Damn, well at least you tried. The Temp and probe calibration is very handy, mine is spot on.

For cold smoke : You can just put small fan under hopper and that works great.. But the APP with being able to set fan speed is sooo good.

This is what I followed for Calibration of probes.


----------



## Jkd

Jabiru said:


> Just cold smoked about 8Kg (17 pounds) of cheese using Cold Smoked mode and a 12" tube. It works great.
> 
> If you use Cold Smoked mode,  a good tip is to set the fan speed to like 5% or 10%, I had it at 30% and there was way too much airflow so the smoke did not stick to the cheese.
> 
> I have about 15 pound of bacon to cold smoke next week and will post some pics and settings.



***What do you mean by 12" tube. Can you just turn cold smoke on and put your stuff on or do you need an attachment to cold smoke.


----------



## mike243

they can be bought at walmart for about $20


----------



## Jabiru

You need a tube to create the actual smoke, when you use cold smoke mode it simply just turns the fan on.


----------



## oregonrider

Jabiru said:


> Just a heads up to GMG owners who cold smoke.
> 
> There is a cold smoke mode built into the APP, in the latest grill firmware. It also has adjustable fan speed. Works superb with a tube for Cheese, fish etc.
> 
> Simply update your grill firmware using the app, takes about 1 minute. Also has temp probe calibration tool. All my temps are to 1 degree.
> 
> I also have noticed the grill is even more efficient and the fan seems to run smoother also.
> 
> Definately worth it.
> 
> View attachment 440726


What should be on the display after I hit Cold Smoke? Fan speed set at 10%, display shows 5-E.


----------



## oregonrider

oregonrider said:


> What should be on the display after I hit Cold Smoke? Fan speed set at 10%, display shows 5-E.
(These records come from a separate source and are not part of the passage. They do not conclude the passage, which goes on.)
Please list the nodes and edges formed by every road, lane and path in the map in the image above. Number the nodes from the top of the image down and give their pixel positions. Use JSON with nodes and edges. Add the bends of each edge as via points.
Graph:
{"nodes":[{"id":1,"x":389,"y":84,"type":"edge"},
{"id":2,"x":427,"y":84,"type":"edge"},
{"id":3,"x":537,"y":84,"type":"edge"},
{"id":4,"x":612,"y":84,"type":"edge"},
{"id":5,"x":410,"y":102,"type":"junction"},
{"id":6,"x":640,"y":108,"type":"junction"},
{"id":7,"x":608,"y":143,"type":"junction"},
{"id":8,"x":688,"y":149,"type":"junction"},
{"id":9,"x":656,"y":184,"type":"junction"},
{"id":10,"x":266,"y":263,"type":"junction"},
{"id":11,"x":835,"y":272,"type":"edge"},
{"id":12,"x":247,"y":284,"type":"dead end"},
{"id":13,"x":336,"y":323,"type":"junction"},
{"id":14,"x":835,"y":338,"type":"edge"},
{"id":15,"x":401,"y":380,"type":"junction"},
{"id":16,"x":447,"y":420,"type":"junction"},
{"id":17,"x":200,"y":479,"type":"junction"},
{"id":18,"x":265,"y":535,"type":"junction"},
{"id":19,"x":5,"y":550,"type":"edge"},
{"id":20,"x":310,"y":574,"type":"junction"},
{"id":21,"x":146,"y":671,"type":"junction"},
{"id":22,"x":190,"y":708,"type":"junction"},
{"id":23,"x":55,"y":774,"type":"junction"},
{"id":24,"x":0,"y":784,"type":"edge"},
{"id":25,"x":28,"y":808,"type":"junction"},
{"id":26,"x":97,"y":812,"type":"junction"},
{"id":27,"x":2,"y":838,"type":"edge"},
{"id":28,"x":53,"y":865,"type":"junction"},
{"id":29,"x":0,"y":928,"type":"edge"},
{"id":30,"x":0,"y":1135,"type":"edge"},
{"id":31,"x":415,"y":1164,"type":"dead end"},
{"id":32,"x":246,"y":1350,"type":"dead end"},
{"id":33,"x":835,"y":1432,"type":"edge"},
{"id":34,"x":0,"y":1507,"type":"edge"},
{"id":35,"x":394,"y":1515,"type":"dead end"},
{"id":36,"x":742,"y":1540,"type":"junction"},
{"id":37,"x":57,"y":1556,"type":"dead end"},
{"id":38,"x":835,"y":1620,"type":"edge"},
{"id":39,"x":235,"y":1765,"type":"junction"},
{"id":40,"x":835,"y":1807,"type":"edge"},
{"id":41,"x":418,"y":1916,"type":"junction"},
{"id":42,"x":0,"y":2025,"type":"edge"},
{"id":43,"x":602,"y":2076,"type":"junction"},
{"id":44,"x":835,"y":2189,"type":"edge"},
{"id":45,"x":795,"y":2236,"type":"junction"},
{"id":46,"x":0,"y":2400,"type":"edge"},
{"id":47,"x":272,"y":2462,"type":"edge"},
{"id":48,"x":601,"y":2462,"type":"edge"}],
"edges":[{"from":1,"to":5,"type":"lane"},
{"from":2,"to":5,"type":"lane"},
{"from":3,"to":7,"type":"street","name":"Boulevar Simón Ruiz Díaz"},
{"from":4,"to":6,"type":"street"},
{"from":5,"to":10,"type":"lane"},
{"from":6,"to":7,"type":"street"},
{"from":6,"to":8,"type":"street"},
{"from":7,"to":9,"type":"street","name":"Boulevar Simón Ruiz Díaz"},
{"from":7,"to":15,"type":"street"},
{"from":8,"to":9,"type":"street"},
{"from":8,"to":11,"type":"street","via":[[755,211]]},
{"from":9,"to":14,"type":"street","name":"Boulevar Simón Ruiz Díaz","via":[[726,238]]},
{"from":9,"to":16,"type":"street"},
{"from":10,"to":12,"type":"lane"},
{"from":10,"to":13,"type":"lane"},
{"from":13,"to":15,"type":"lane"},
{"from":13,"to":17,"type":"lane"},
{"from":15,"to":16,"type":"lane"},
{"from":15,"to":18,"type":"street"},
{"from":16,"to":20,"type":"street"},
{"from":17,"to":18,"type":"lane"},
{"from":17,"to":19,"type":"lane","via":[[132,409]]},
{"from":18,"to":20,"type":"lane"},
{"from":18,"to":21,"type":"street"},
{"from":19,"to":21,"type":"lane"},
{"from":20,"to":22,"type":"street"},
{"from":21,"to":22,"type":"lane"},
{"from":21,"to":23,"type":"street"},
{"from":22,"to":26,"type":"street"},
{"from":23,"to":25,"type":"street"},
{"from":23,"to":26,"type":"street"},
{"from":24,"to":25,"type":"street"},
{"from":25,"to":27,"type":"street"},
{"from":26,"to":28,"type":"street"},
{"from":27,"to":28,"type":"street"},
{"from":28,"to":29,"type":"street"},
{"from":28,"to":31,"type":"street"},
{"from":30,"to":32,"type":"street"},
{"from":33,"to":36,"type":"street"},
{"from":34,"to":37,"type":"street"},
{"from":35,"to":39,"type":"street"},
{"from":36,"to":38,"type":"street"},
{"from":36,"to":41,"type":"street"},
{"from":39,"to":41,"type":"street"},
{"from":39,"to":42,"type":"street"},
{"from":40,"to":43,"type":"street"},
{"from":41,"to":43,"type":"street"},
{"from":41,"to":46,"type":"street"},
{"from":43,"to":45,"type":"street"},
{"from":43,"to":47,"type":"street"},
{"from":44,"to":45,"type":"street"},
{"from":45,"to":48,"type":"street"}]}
Got hold of Support. 5-E means Cold Smoke mode. Wish that info were on the GMG website.


----------



## Jabiru

Yes, thats what displays when choose cold smoke. 

I find I have to run the fan at 5%, if I run it higher I dont seem to get the smoke profile I am chasing. Seems to blow the smoke around too fast.


----------



## oregonrider

In my case I’m not actually smoking; I have a cured pork belly drying for 2 hours before I hot smoke it. I just use the (Cold Smoke setting) fan to move air around.


----------



## Jabiru

oregonrider
 sounds like a good easy way to get pellicle.
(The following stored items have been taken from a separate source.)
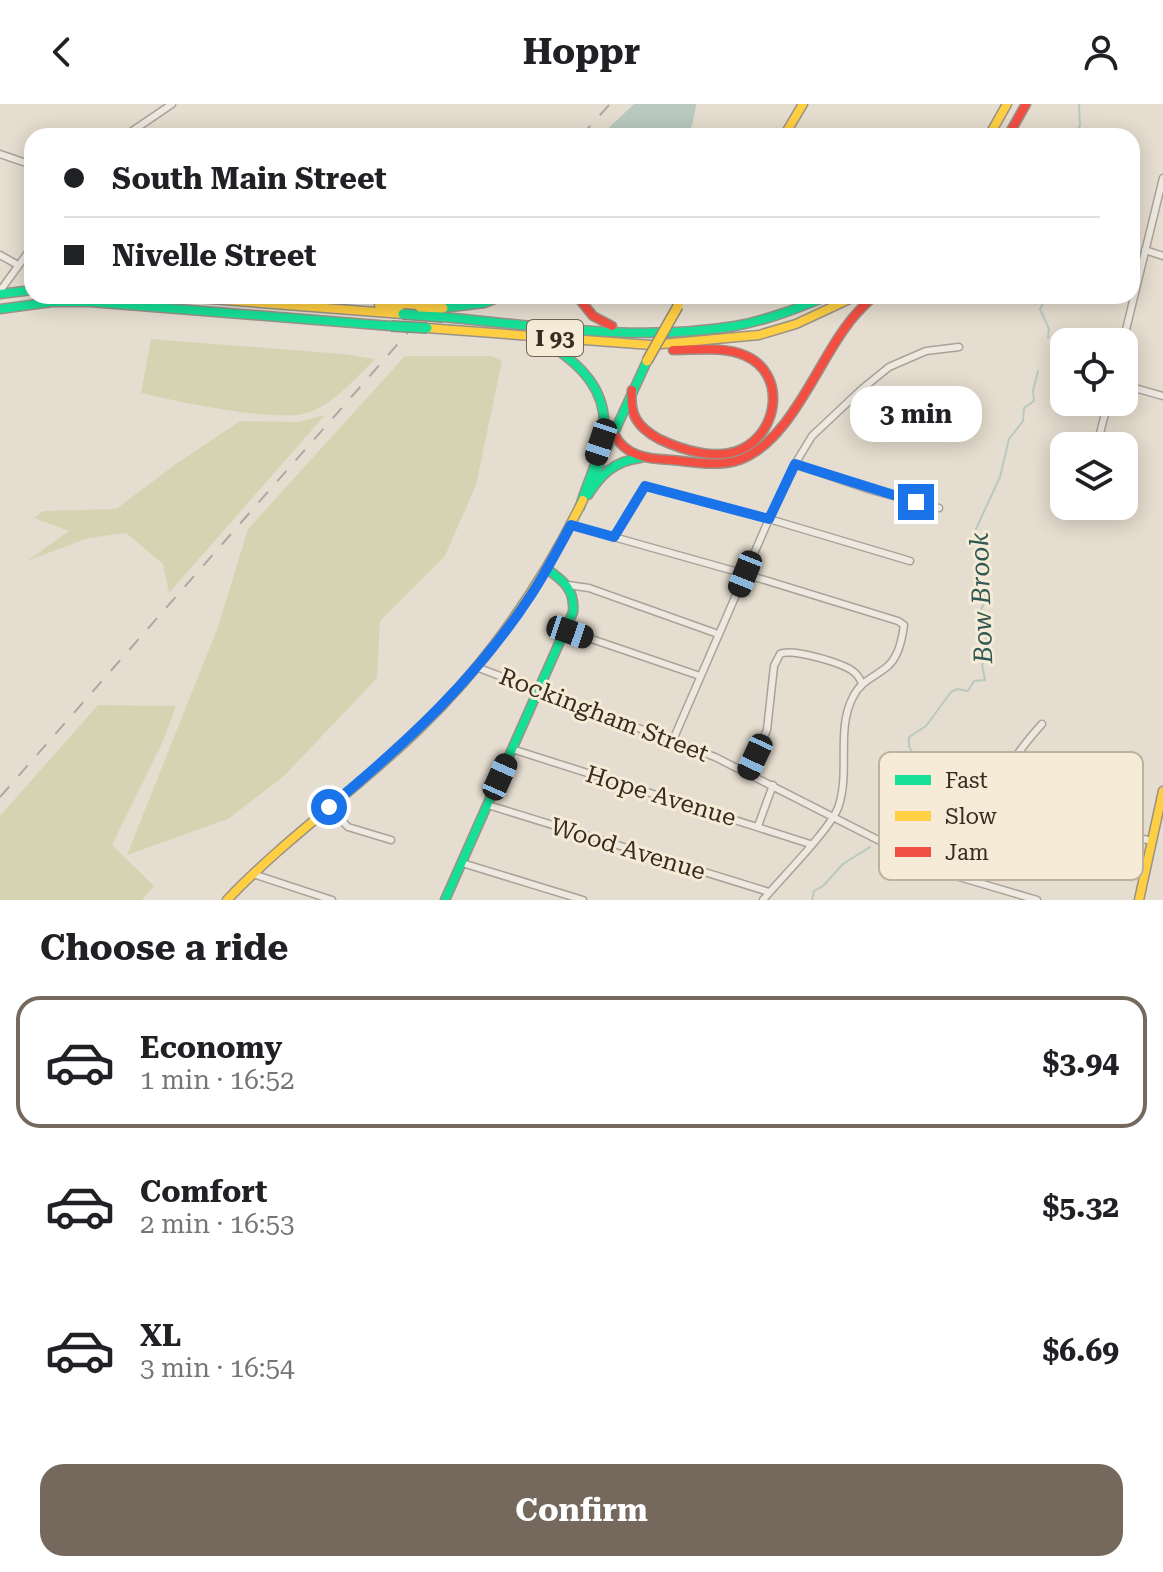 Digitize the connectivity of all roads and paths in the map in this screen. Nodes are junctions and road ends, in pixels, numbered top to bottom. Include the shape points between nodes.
1 (172, 104) edge
2 (803, 104) edge
3 (1007, 104) edge
4 (1026, 104) edge
5 (137, 128) edge
6 (789, 128) edge
7 (994, 128) edge
8 (1012, 128) edge
9 (0, 154) edge
10 (24, 162) edge
11 (1163, 178) edge
12 (1145, 250) junction
13 (0, 255) edge
14 (1163, 256) edge
15 (24, 257) edge
16 (18, 265) junction
17 (1140, 271) edge
18 (24, 291) edge
19 (0, 292) edge
20 (35, 304) edge
21 (115, 304) edge
22 (272, 304) edge
23 (371, 304) edge
24 (479, 304) edge
25 (582, 304) edge
26 (679, 304) edge
27 (807, 304) edge
28 (839, 304) edge
29 (867, 304) edge
30 (1132, 304) edge
31 (0, 309) edge
32 (443, 312) junction
33 (1126, 328) edge
34 (662, 333) junction
35 (534, 336) junction
36 (651, 345) junction
37 (959, 347) dead end
38 (1138, 389) edge
39 (632, 390) junction
40 (1163, 396) edge
41 (614, 434) junction
42 (645, 458) junction
43 (795, 464) junction
44 (580, 507) junction
45 (939, 508) dead end
46 (769, 519) junction
47 (571, 525) junction
48 (614, 537) junction
49 (910, 561) dead end
50 (547, 569) junction
51 (745, 574) junction
52 (568, 585) junction
53 (565, 630) junction
54 (718, 634) junction
55 (476, 667) junction
56 (700, 676) junction
57 (862, 683) junction
58 (538, 690) junction
59 (1042, 724) dead end
60 (673, 740) junction
61 (512, 749) junction
62 (1020, 752) edge
63 (748, 772) junction
64 (773, 785) junction
65 (1163, 791) edge
66 (488, 805) junction
67 (329, 807) junction
68 (835, 817) junction
69 (758, 826) junction
70 (1143, 839) edge
71 (391, 840) dead end
72 (879, 840) edge
73 (1152, 841) junction
74 (810, 844) junction
75 (462, 863) junction
76 (253, 874) junction
77 (969, 880) edge
78 (769, 892) junction
79 (227, 900) edge
80 (332, 900) edge
81 (445, 900) edge
82 (583, 900) edge
83 (763, 900) edge
84 (1037, 900) edge
85 (1139, 900) edge

1 - 5 street
2 - 6 main road
3 - 7 main road
4 - 8 main road
9 - 10 street
11 - 12 street
12 - 14 street
12 - 17 street
13 - 16 street
15 - 16 street
16 - 19 street
18 - 19 main road
20 - 31 main road, I 93, bridge
21 - 35 main road, I 93, bridge
22 - 32 main road, I 93, bridge
23 - 32 main road, bridge
24 - 32 main road
25 - 34 main road via 605,324
26 - 39 main road, bridge
27 - 34 main road, I 93 via 763,321
28 - 36 main road, I 93 via 759,335
29 - 42 main road via 842,331 763,448 727,462
30 - 33 street
32 - 34 main road, I 93
35 - 36 main road, I 93
35 - 44 main road via 578,363 600,395 603,432
36 - 39 main road via 729,352 753,360 771,384 770,419 762,433 740,449 690,450 639,425 630,411
37 - 43 street via 926,351 889,367 812,436
38 - 40 street
39 - 41 main road
41 - 42 main road via 625,451
41 - 44 main road
42 - 44 main road via 607,469
43 - 45 street
43 - 46 street
44 - 47 main road
46 - 48 street via 645,486
46 - 49 street
46 - 51 street
47 - 48 street
47 - 50 main road
48 - 51 street
50 - 52 main road
50 - 55 main road
51 - 54 street
51 - 57 street via 904,625 891,663
52 - 53 main road via 574,605
52 - 54 street
53 - 56 street
53 - 58 main road
54 - 56 street
55 - 58 street, Rockingham Street
55 - 67 main road via 420,729
56 - 60 street
57 - 63 street via 848,668 792,651 780,654 767,730
57 - 68 street via 847,712 844,783
58 - 60 street, Rockingham Street
58 - 61 main road
59 - 62 street
60 - 63 street, Rockingham Street
61 - 66 main road
61 - 69 street, Hope Avenue
63 - 64 street, Rockingham Street
64 - 68 street, Rockingham Street
64 - 69 street
65 - 73 main road
66 - 75 main road
66 - 78 street, Wood Avenue
67 - 71 street via 348,827
67 - 76 main road
68 - 72 street, Rockingham Street
68 - 74 street
69 - 74 street, Hope Avenue
70 - 73 street
73 - 85 main road
74 - 78 street
75 - 81 main road
75 - 82 street
76 - 79 main road
76 - 80 street
77 - 84 street, Rockingham Street
78 - 83 street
My method for the last couple of years is I cold smoke my bacon for 6-8 hours, wrap in glad wrap and pop in fridge overnight, next day hot smoke @ 180 f until I hit 145f internal.
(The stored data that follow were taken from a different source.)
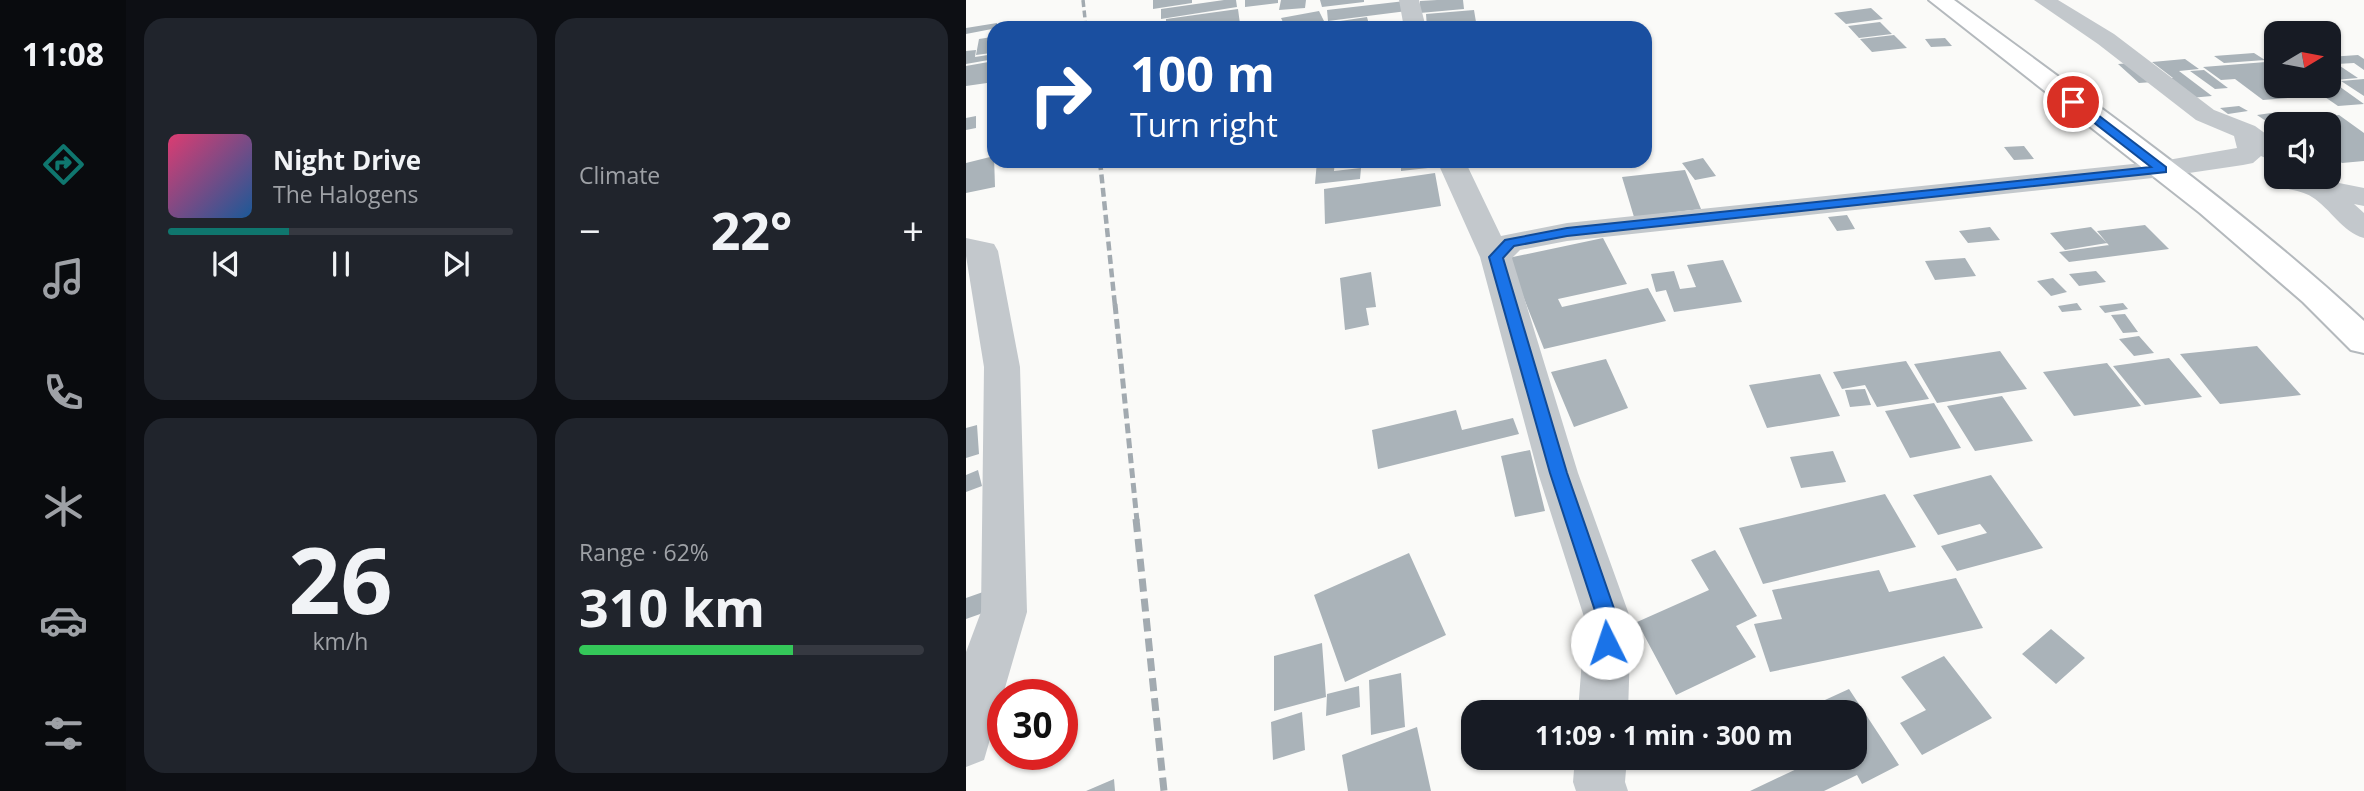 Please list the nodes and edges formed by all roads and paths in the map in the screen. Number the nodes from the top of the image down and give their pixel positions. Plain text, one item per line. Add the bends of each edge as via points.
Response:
1 (1409, 0) edge
2 (1940, 0) edge
3 (2044, 0) edge
4 (1414, 21) edge
5 (2246, 132) junction
6 (2264, 145) edge
7 (2220, 160) junction
8 (1454, 168) edge
9 (2162, 169) junction
10 (2264, 172) edge
11 (2320, 189) edge
12 (2335, 189) edge
13 (2364, 197) edge
14 (2364, 229) edge
15 (966, 247) edge
16 (1496, 257) junction
17 (2364, 341) edge
18 (1604, 700) edge
19 (966, 742) edge
20 (1600, 770) edge
21 (1602, 791) edge

1 - 4 street
2 - 9 highway
3 - 5 street via 2106,39 2204,115
5 - 6 street
5 - 7 street via 2251,150 2243,157
7 - 9 street
7 - 10 street
8 - 16 street
9 - 16 street via 1567,232 1510,243
9 - 17 highway via 2277,260
11 - 14 street
12 - 13 street
15 - 19 street via 983,251 1002,367 1006,540 1004,612
16 - 18 street via 1558,473 1608,620
20 - 21 street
everyone has a method, this one works awesome for me. Nice smoky bacon.


----------



## oregonrider

Jabiru said:


> oregonrider
> sounds like a good easy way to get pellicle.
> 
> My method for the last couple of years is I cold smoke my bacon for 6-8 hours, wrap in glad wrap and pop in fridge overnight, next day hot smoke @ 180 f until I hit 145f internal.
> 
> everyone has a method, this one works awesome for me. Nice smoky bacon.


How do you get smoke during day one? Tubes?


----------



## Jabiru

Yes 

 oregonrider
 , my big tube does about 4 hours.


----------